フェリちゃんからもらったアイスティーで一息つきつつ、菊は続ける。
「一言でいうと、私たちは思っているよりずっと電磁波の影響下にあったんです。
いえ、“電磁波を知覚している”と言ってもいい」
「渡り鳥とかが、体の中に精密な磁気コンパスを持っている、みたいなかんじのことですか?」
「はい。
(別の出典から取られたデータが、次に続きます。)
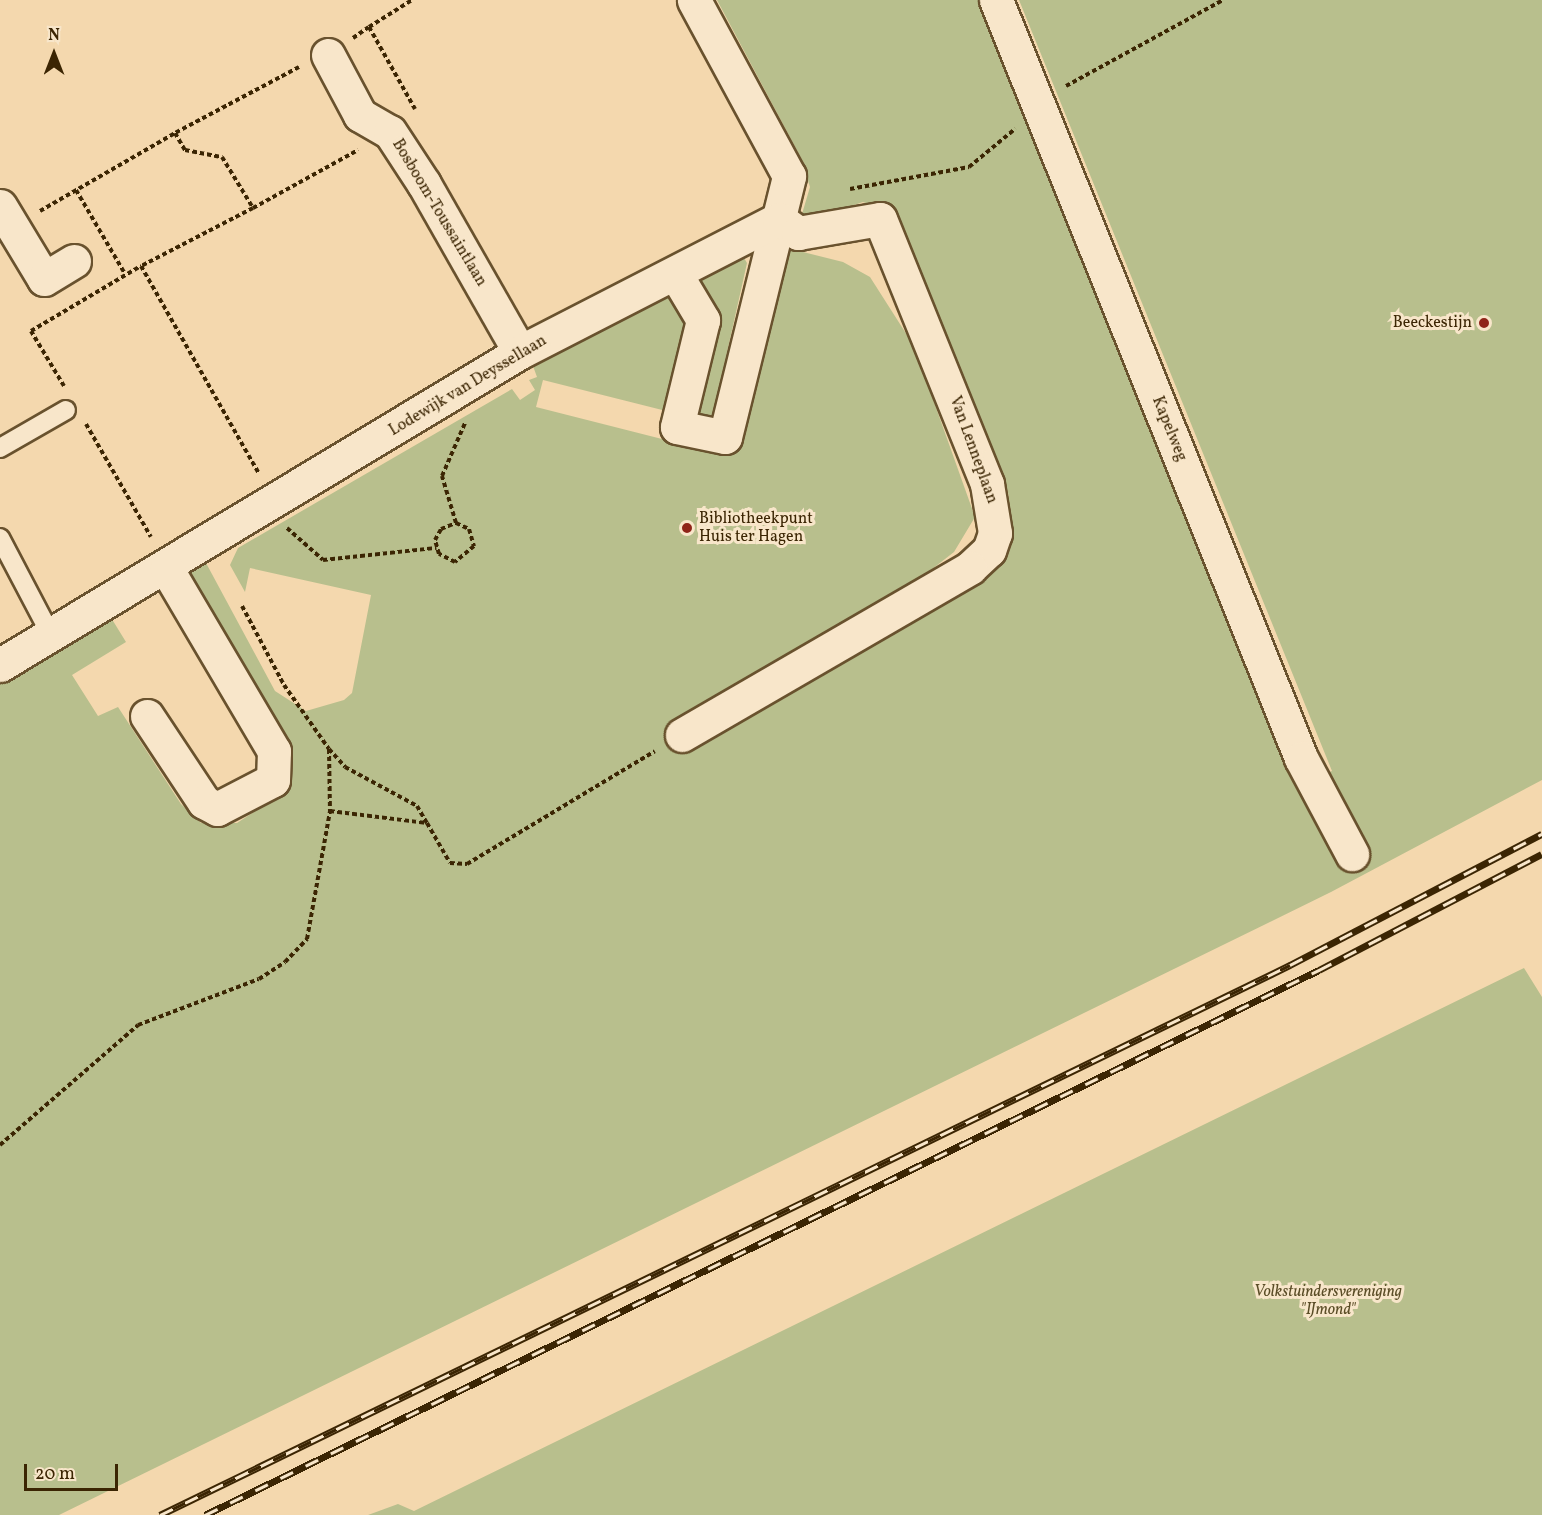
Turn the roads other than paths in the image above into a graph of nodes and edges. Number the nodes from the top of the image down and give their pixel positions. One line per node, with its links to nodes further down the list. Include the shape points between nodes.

ちなみにカタツムリも持っています」
マジで!?
「ヒトでも神経のある組織が、電磁場の受信器として働いていたりしますし」
「……すみません電磁場ってなんですか?」
「簡単にいえば、電気が働く範囲、でしょうか。
重力場とは重力が働く地球のこと、ここから考えるとわかりやすいと思います」
私は頷いた。
そしてフェリちゃんからアイスティーをもらう。
冷たくておいしく、一気に3分の1まで飲み干してしまった。
……ってどこから出したんだろう?
「言うなれば、私たちの体内には電磁場が存在するのです。
さらに体内の電磁場は、環境の電磁場と連続しています」
「環境と連続?」
「環境とは地球――地球は磁石と同じです――や宇宙をさします。
環境の電磁場が変われば、体内の電磁場も影響されて変わるのです。
ところで磁気嵐をご存知ですか?」
「たしかオーロラを起こすとか……それしかわかりません」
「公子ちゃんおかわりいる?」
「あ、はいお願いします」
グラスを渡して話に戻る。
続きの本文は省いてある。